From Steven Lang’s An Accidental Terrorist …Hitching out of Melbourne that morning, heading for Sydney, he’d taken the wrong road…The only thing he’d been sure of was that he was leaving. It wasn’t until he’d got a lift from a RAAF man going to Sale the he’d realized he was on the Coast Road, not the Hume, and even he hadn’t considered he would have to go through Eden. It was only later, when he had passed Orbost, and then Cann River, when they came to the turn-off to Mallacoota, the Bellbird Hotel slipping by amongst the tall trees that it came home to him…

Coast road heading to Orbost
Coast road heading to Orbost – not the Hume highway

Note to confused protagonist, big mistake. How could you confuse the Hume Highway with the coast road? But that aside, it is eerie to read the progress of such a highway, merely as ticking off the names. On two fronts, familiar to us as twice travelled that way on purpose, yet without the depth that going beyond only the main highway grants.

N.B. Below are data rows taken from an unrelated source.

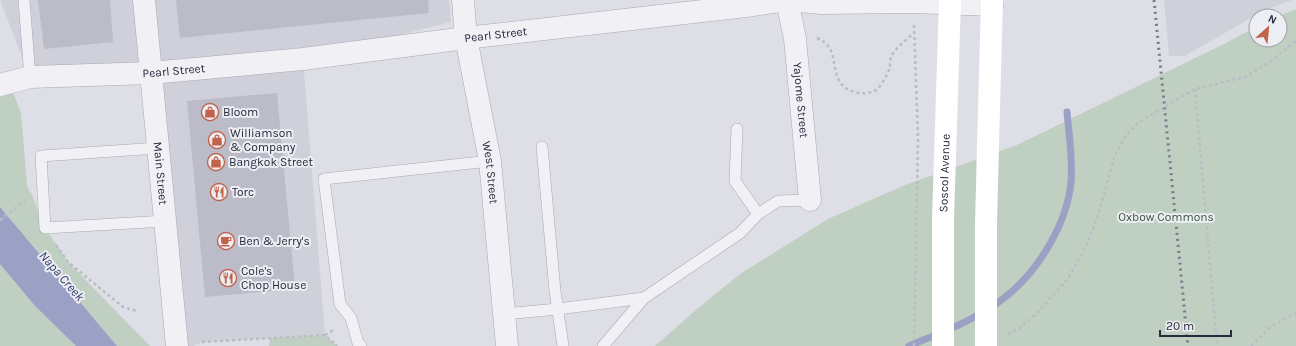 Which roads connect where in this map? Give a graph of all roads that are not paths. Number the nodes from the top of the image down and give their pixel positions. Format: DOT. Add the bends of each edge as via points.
graph roads {
  1 [pos="24,0"];
  2 [pos="144,0"];
  3 [pos="463,0"];
  4 [pos="787,0"];
  5 [pos="950,2"];
  6 [pos="992,2"];
  7 [pos="466,38"];
  8 [pos="151,73"];
  9 [pos="30,78"];
  10 [pos="0,85"];
  11 [pos="737,129"];
  12 [pos="542,147"];
  13 [pos="158,148"];
  14 [pos="490,161"];
  15 [pos="810,200"];
  16 [pos="758,214"];
  17 [pos="166,221"];
  18 [pos="644,298"];
  19 [pos="558,309"];
  20 [pos="504,314"];
  21 [pos="177,346"];
  22 [pos="361,346"];
  23 [pos="507,346"];
  24 [pos="563,346"];
  25 [pos="603,346"];
  26 [pos="943,346"];
  27 [pos="986,346"];
  1 -- 9 [label="lane"];
  2 -- 8 [label="street, Main Street"];
  3 -- 7 [label="street, West Street"];
  4 -- 5 [label="street, Pearl Street" via="822,3"];
  4 -- 7 [label="street, Pearl Street"];
  4 -- 15 [label="street, Yajome Street" via="795,39"];
  5 -- 6 [label="street, Pearl Street"];
  5 -- 26 [label="main road, Soscol Avenue" via="943,219"];
  6 -- 27 [label="main road, bridge" via="986,226"];
  7 -- 8 [label="street, Pearl Street" via="303,59"];
  7 -- 14 [label="street, West Street"];
  8 -- 9 [label="street, Pearl Street"];
  8 -- 13 [label="street, Main Street"];
  9 -- 10 [label="street, Pearl Street"];
  11 -- 16 [label="lane" via="735,181"];
  12 -- 19 [label="lane"];
  13 -- 17 [label="street, Main Street"];
  13 -- 17 [label="lane" via="41,156 45,228"];
  14 -- 20 [label="street, West Street"];
  14 -- 22 [label="lane" via="324,179 340,304 350,318"];
  15 -- 16 [label="lane" via="778,201"];
  16 -- 18 [label="lane" via="740,233"];
  17 -- 21 [label="street, Main Street"];
  18 -- 19 [label="lane"];
  18 -- 25 [label="lane"];
  19 -- 20 [label="lane"];
  19 -- 24 [label="lane"];
  20 -- 23 [label="street, West Street"];
}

We spent the day beach lazing; ‘I could live here, can we stay another day…’ sort of place. I notice Rod buries smelly things in the sand. We shared majestic scenery and lovely water with a total of three people. But we already know this is a completely different place in the depth of Christmas school holidays. Plus later on our southward journey from Queensland we will talk to someone who lived in the area while their husband was an international piolet. She found it very difficult to be more than that woman from Sydney. Or the one who did not want a proposed development to happen.

One of the first differences we have noticed is in the call of bell-birds now we are back in NSW. Surely we’d heard them in Tasmania; had they been there? New nature noises and the number of stops needed due to road works on the major highway.